Un meurtre au bout du monde (Mini-Série)


Après l’arrêt brutal de leur série The OA (2016-2019) sur Netflix, les deux créateurs Brit Marling et Zal Batmanglij reviennent chez le concurrent Disney+ pour une œuvre qui, à première vue, semble aux antipodes de leurs délires métaphysiques précédents. Retour sur Un Meurtre au bout du monde (2023), leur nouvelle mini-série sortie en fin d’année dernière et sur laquelle il nous semblait nécessaire de revenir.
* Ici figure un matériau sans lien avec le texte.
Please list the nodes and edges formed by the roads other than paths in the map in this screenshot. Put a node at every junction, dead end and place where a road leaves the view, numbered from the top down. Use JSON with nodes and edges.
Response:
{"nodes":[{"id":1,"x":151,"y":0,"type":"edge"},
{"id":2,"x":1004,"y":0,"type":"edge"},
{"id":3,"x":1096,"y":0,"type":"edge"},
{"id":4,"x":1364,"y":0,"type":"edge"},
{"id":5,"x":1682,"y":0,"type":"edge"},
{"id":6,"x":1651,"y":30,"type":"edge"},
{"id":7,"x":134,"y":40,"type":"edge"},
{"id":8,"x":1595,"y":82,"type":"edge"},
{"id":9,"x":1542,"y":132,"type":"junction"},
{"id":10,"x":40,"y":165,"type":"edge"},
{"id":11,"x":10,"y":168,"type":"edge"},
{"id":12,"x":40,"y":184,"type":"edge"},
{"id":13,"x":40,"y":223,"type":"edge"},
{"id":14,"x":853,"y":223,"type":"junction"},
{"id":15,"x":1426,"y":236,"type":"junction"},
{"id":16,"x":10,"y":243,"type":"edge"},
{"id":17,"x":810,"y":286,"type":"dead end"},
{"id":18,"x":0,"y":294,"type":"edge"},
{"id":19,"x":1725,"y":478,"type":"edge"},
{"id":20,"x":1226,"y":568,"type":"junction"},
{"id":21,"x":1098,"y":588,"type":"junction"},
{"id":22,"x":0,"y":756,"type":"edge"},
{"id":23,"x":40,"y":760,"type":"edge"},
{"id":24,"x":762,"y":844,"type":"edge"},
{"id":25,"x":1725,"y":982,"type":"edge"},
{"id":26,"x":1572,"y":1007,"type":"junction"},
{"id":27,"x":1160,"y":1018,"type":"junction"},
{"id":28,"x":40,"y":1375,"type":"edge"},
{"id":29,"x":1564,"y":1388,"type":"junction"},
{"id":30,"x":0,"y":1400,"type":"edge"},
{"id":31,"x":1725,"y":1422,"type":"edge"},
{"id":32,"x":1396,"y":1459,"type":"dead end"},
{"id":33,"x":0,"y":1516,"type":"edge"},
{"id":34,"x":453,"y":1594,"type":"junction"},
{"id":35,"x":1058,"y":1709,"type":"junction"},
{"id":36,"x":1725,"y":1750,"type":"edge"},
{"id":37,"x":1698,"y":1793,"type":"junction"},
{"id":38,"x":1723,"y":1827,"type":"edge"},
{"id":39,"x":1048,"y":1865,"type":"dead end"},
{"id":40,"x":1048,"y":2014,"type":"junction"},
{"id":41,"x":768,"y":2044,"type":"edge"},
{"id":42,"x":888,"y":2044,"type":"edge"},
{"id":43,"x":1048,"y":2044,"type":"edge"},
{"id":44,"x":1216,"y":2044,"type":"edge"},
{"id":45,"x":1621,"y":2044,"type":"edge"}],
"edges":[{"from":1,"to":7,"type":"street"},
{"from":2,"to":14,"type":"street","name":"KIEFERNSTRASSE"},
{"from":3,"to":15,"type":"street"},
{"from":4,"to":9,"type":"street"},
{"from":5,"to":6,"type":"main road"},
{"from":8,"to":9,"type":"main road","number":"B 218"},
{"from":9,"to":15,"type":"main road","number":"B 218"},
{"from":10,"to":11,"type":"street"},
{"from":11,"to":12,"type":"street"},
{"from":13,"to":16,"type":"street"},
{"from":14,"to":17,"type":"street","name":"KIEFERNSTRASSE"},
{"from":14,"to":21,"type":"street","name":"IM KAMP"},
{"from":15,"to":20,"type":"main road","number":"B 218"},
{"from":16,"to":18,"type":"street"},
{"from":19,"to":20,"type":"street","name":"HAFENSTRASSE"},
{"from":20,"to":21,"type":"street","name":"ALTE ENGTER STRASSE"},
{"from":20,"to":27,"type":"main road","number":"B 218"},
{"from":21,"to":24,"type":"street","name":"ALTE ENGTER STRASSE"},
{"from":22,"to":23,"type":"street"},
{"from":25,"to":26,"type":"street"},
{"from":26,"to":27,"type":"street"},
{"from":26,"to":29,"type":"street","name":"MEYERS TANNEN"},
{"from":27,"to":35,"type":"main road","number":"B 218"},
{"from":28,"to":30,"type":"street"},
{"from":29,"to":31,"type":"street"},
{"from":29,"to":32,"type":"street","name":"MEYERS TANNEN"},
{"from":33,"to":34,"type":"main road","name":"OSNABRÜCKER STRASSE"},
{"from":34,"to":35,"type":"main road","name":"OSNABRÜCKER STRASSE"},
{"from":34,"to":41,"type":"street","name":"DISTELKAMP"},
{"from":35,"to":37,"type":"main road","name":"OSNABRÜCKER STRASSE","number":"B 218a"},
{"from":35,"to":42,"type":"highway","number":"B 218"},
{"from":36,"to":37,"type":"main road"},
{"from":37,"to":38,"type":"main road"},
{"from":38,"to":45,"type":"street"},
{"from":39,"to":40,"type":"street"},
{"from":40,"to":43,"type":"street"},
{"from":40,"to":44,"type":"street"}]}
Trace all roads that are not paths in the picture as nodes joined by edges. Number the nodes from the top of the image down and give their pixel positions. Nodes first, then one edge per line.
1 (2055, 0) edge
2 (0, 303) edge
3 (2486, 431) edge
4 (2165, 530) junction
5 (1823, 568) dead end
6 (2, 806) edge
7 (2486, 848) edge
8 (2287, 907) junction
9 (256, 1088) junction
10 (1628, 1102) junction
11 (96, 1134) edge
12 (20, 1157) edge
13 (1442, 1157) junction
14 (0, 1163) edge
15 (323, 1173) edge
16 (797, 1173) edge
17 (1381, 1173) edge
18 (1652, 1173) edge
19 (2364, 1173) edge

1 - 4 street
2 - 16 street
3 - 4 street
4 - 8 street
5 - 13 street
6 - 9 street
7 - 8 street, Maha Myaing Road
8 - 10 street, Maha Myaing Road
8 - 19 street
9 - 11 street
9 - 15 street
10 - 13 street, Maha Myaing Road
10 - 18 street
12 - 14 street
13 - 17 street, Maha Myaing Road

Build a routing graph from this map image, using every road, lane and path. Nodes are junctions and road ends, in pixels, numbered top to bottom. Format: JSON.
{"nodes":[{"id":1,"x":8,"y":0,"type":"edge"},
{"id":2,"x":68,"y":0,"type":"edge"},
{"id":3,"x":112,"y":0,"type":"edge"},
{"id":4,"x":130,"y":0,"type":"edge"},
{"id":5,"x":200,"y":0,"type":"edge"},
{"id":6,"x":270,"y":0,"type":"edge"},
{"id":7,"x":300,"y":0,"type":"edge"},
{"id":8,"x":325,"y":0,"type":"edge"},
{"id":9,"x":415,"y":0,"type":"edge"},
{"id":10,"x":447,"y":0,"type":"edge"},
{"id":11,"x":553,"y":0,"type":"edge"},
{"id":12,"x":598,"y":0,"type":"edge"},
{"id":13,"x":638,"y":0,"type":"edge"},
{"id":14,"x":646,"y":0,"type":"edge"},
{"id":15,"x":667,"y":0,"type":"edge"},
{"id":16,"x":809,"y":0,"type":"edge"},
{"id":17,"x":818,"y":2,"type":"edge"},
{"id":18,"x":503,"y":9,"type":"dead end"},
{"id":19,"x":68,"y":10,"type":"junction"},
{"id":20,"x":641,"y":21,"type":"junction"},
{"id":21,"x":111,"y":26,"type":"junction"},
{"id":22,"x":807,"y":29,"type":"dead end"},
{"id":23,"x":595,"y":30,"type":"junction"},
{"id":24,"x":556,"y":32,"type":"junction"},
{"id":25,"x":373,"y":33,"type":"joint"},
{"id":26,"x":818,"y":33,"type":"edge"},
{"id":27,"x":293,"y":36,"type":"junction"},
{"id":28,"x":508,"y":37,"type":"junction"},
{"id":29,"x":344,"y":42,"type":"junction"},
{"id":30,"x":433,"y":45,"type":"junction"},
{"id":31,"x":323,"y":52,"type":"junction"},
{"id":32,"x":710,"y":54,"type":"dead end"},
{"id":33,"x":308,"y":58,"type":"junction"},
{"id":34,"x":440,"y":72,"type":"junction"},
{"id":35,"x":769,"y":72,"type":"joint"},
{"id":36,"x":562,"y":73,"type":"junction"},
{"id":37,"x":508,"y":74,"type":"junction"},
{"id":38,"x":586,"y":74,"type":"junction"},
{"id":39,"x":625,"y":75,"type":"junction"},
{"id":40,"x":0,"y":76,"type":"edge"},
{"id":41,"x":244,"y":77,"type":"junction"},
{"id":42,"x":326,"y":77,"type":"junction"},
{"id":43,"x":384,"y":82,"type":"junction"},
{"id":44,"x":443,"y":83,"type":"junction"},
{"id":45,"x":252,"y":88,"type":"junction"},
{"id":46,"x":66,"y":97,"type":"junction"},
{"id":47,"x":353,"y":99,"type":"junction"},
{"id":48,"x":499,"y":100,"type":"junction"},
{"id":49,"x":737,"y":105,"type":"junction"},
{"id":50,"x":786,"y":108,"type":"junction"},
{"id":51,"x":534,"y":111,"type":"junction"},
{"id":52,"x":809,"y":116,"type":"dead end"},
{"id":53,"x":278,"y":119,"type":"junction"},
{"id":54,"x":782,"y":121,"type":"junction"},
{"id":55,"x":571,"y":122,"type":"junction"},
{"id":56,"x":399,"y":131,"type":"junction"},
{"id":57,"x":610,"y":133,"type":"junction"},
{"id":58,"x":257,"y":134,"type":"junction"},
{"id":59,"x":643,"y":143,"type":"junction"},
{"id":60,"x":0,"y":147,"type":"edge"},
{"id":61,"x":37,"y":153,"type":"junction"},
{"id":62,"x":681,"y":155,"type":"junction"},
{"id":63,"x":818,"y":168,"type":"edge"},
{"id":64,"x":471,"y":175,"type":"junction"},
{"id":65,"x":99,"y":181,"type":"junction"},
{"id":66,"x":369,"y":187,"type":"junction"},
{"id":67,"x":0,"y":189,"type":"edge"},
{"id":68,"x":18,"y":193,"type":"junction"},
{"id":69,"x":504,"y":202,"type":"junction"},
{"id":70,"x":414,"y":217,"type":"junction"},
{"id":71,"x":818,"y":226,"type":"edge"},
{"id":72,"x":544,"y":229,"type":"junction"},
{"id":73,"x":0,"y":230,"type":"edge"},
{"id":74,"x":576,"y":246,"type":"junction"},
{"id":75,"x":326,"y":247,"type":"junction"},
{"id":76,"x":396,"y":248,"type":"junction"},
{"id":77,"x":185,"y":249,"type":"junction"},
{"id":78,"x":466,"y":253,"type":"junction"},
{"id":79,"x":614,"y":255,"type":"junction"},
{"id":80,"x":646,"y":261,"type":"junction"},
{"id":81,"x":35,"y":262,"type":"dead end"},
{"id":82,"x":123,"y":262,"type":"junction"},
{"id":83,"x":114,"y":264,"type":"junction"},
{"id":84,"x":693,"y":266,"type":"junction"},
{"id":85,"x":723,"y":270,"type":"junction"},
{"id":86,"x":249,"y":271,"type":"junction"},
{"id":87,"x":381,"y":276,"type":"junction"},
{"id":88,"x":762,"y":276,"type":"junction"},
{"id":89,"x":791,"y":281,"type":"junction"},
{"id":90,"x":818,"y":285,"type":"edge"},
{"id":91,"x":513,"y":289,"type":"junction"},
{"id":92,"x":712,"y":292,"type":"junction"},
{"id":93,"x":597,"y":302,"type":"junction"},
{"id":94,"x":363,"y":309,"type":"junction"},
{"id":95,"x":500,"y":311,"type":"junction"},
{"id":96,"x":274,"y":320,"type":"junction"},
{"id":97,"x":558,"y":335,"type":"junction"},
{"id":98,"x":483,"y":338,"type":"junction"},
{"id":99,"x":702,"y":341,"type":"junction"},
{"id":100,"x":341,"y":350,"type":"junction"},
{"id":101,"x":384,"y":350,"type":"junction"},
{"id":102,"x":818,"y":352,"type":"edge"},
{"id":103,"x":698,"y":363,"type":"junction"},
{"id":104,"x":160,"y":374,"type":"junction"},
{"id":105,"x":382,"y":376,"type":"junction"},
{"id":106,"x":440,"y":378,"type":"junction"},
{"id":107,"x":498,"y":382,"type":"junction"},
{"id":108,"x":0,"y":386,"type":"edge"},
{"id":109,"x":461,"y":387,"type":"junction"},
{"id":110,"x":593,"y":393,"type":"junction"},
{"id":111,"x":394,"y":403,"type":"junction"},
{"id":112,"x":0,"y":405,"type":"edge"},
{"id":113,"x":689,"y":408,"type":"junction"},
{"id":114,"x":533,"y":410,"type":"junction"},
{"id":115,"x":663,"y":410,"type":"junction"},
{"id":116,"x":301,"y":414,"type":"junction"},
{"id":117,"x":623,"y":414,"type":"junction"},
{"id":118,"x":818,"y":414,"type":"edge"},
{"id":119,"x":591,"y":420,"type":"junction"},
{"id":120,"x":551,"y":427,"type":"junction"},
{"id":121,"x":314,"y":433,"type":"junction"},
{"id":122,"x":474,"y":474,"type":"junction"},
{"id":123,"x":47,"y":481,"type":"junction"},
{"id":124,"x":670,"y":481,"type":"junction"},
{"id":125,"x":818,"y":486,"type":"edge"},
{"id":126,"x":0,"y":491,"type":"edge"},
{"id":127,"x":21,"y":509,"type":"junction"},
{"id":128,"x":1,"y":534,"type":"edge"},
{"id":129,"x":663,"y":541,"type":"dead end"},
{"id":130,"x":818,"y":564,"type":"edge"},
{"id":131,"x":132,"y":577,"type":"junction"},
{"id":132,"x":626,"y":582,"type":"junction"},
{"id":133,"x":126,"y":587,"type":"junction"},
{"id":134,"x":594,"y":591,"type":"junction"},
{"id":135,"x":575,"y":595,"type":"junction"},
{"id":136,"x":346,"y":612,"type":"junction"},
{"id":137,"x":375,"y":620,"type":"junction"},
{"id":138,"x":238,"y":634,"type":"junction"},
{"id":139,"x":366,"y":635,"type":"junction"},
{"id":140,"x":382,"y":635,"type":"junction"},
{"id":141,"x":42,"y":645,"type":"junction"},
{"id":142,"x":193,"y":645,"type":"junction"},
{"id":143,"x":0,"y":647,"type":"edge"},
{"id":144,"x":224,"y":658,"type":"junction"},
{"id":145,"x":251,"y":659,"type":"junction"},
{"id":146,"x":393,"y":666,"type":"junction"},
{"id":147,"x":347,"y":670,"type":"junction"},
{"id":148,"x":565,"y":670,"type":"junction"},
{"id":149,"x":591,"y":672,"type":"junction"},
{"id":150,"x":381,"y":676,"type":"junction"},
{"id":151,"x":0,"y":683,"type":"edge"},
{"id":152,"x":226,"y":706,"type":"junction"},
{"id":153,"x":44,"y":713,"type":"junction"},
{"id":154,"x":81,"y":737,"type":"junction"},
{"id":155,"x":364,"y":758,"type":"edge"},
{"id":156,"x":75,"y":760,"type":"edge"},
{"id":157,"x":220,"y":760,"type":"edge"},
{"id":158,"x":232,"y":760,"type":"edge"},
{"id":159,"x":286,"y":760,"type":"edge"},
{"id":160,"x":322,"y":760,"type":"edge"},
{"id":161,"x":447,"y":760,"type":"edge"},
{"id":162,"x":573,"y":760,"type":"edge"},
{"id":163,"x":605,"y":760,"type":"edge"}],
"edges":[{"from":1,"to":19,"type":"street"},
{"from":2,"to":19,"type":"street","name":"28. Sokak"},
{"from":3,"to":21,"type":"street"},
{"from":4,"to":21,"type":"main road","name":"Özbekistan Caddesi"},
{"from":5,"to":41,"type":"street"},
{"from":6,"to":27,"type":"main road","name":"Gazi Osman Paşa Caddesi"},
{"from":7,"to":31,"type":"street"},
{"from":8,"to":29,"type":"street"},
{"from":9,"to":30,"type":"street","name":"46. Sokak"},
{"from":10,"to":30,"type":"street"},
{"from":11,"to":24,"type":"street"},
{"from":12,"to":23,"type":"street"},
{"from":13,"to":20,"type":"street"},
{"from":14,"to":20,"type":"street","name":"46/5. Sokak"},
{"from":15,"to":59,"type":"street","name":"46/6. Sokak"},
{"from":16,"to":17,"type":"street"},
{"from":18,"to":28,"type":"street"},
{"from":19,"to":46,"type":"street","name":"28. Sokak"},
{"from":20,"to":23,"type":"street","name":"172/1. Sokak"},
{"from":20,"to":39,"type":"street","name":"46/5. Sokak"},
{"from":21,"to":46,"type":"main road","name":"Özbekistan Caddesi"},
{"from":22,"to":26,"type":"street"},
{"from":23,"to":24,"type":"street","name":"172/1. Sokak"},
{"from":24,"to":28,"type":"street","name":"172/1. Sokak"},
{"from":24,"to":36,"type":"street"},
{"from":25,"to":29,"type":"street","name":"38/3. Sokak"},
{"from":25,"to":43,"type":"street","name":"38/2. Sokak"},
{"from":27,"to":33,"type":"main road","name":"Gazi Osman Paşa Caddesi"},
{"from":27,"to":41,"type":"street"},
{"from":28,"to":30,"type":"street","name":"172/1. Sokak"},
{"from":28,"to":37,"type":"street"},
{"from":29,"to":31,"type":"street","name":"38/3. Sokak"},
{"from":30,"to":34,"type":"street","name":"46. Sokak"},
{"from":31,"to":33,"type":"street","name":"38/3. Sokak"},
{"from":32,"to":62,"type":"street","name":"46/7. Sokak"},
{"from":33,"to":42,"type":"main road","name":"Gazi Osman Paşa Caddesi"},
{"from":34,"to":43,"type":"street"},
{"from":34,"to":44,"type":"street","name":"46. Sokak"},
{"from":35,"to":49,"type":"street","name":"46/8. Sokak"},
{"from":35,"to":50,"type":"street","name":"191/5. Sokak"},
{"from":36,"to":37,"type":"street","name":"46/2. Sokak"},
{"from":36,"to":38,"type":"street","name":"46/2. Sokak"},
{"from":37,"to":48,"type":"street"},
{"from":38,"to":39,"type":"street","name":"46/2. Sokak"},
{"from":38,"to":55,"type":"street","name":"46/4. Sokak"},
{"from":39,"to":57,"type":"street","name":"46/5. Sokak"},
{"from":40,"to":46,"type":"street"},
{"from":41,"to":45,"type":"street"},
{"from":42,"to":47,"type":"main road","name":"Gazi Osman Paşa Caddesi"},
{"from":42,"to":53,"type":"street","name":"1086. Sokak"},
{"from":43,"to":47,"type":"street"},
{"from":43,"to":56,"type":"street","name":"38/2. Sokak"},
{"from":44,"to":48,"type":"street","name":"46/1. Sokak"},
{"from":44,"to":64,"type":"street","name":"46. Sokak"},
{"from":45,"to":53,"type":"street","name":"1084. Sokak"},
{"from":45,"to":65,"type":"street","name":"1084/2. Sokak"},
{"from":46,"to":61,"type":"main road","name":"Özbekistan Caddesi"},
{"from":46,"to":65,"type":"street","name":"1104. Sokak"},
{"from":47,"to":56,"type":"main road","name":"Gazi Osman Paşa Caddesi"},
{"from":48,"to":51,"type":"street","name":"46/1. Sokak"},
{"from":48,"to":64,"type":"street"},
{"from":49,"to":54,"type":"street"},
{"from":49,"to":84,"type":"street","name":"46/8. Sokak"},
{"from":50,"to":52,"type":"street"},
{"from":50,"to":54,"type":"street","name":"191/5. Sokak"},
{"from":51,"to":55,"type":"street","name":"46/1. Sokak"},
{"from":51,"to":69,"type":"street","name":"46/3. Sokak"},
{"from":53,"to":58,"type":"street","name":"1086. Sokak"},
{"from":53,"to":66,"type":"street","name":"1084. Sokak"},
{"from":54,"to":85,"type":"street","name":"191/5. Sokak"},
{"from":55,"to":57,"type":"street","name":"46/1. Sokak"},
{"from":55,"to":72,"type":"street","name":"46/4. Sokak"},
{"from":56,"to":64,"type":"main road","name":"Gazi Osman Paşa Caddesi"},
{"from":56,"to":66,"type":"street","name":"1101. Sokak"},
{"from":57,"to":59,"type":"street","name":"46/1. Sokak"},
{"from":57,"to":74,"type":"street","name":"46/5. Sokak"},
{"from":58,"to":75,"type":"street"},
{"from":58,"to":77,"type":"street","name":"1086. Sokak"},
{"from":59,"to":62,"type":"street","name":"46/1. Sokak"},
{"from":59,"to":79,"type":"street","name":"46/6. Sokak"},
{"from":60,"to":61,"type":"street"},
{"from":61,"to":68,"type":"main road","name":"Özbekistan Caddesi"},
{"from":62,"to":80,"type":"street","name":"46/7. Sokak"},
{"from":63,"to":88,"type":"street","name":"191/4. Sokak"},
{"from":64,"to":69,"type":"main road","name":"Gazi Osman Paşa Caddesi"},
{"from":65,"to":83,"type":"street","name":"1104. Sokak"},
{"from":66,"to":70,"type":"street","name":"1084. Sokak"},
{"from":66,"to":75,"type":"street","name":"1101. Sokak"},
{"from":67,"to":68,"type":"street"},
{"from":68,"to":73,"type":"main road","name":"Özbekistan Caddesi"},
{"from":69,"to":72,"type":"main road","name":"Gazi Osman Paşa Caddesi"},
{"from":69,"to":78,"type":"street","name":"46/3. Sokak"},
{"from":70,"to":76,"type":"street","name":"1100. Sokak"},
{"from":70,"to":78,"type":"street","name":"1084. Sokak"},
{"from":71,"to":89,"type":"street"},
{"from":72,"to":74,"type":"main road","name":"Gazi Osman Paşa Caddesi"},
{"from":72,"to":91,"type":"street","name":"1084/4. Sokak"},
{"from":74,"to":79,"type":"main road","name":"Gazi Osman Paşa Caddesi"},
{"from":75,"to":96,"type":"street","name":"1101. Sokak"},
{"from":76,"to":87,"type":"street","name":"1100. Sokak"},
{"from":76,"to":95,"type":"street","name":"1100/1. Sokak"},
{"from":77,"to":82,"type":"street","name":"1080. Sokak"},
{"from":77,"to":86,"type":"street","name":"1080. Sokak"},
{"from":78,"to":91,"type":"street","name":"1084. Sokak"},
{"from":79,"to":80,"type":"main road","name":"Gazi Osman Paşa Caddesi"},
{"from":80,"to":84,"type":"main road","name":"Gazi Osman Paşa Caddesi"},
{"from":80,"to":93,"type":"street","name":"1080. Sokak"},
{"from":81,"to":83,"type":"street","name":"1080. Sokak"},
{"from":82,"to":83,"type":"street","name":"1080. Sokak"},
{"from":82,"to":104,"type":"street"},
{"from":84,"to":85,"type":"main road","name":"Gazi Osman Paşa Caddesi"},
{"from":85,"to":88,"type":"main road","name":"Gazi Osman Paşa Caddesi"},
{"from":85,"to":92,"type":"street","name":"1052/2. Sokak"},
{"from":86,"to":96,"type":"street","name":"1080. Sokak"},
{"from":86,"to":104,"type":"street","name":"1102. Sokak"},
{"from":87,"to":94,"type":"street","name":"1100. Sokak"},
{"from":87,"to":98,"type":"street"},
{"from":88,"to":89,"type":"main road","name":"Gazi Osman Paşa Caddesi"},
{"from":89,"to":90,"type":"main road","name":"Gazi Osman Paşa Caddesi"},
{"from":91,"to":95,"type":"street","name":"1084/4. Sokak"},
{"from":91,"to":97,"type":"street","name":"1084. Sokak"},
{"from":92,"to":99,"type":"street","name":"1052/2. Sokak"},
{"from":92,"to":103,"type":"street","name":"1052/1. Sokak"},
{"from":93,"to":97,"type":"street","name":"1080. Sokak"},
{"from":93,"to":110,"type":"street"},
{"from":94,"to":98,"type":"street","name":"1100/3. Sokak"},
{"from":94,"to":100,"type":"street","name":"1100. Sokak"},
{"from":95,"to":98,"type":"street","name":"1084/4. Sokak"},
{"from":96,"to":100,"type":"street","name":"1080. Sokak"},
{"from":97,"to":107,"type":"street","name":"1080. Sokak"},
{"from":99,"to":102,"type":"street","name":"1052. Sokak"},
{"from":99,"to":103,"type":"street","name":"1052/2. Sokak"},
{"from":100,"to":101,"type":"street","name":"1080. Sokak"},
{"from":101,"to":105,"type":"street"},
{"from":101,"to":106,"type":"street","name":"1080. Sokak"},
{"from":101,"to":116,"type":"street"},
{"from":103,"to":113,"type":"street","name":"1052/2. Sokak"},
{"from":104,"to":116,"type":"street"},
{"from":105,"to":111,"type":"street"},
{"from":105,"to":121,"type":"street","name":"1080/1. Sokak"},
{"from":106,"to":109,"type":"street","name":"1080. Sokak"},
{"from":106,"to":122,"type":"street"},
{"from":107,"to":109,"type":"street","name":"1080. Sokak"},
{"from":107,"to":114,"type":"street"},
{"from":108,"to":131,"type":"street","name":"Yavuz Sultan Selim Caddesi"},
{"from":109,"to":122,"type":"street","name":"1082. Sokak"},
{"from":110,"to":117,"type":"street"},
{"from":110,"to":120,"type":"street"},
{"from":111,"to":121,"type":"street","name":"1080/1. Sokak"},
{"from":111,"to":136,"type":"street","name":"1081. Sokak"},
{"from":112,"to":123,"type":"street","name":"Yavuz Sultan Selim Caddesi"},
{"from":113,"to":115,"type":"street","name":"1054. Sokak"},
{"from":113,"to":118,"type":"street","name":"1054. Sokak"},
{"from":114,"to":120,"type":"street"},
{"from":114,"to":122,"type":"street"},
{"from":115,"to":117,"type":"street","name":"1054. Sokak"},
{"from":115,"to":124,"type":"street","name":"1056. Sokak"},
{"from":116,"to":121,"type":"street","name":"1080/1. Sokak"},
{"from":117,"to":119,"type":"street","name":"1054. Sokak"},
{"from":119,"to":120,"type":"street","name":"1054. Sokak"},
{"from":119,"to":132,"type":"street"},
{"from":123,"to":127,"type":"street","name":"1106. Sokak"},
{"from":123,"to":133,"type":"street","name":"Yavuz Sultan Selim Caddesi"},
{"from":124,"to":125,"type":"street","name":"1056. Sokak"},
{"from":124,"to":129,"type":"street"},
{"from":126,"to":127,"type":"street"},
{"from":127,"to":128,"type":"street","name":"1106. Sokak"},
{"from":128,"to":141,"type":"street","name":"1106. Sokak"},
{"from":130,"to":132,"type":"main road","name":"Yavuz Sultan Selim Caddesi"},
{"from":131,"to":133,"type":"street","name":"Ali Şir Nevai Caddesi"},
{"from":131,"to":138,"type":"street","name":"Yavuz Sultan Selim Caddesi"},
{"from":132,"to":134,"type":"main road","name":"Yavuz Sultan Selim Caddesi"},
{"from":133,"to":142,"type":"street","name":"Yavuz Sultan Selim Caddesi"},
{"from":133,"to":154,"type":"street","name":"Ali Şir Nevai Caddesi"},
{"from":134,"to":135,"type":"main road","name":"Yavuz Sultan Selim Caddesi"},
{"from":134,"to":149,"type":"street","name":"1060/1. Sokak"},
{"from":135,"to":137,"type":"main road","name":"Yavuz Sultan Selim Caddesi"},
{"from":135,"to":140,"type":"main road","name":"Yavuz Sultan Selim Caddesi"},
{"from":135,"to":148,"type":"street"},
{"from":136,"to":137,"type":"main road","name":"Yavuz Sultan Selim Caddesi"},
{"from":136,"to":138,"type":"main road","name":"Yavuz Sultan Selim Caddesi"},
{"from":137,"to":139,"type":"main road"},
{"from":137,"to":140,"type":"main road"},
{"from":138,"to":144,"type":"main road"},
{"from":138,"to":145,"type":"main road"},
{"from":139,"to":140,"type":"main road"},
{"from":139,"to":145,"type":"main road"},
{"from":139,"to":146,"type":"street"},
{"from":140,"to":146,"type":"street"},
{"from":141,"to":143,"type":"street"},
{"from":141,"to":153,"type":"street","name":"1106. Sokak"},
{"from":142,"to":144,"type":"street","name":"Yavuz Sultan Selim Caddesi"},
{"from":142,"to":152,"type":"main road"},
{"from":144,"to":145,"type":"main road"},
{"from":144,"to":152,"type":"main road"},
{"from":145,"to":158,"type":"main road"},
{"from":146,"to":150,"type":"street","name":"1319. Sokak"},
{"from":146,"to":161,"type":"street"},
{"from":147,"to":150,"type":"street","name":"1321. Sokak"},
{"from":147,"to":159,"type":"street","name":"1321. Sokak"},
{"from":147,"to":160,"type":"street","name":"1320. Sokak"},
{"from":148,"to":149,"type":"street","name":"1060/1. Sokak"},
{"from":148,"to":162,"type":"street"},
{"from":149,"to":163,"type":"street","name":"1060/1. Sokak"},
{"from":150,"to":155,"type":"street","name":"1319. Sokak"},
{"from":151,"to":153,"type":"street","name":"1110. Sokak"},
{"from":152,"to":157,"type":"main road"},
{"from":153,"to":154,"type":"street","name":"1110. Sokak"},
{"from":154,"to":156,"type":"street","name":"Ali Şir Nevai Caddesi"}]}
Une jeune femme pose son oreille contre une porte en bois, inquiète, attentive dans la série Un meurtre au bout du monde.

© Disney +

Love Death and Robot

La première saison de The OA avait beaucoup marqué les amateurs de science-fiction et de questions métaphysiques tant elle explorait et questionnait, avec une approche singulière, notre rapport à la mortalité. La saison 2, sortie deux ans plus tard, avait elle décontenancé le public et alors qu’elle avait couté cher à produire. Netflix a décidé d’arrêter les frais en annulant purement et simplement une œuvre qui demeurera incomplète… Brit Marling et Zal Batmanglij constituent un binôme solide puisqu’ils collaborent depuis presque vingt ans sur les réalisations de Batmanglij comme Sound Of My Voice (2011) ou The East (2013) où Marling officie en tant que scénariste et interprète. Les voir revenir à l’œuvre sur une nouvelle série est donc une sacrée promesse. Et cette fois, le duo a décidé d’investir le genre du thriller avec Un Meurtre au bout du monde, en lorgnant de très près sur Agatha Christie : Darby Hart est une hackeuse et une détective amatrice surdouée. Alors qu’elle vient de sortir un livre sur sa dernière enquête, menée avec l’homme qu’elle aimait et qui l’a quittée, elle est invitée par Andy Ronson, un ersatz d’Elon Musk, pour une semaine vers une destination inconnue. C’est en Islande qu’elle retrouve le milliardaire et une dizaine de convive dont Bill, son ex. Après la première soirée où Andy a expliqué vouloir changer le monde grâce à l’intelligence artificielle, Bill est retrouvé mort. Alors que tout indique qu’il s’agit d’un accident par overdose, Darby est persuadée qu’un tueur rode dans les parages.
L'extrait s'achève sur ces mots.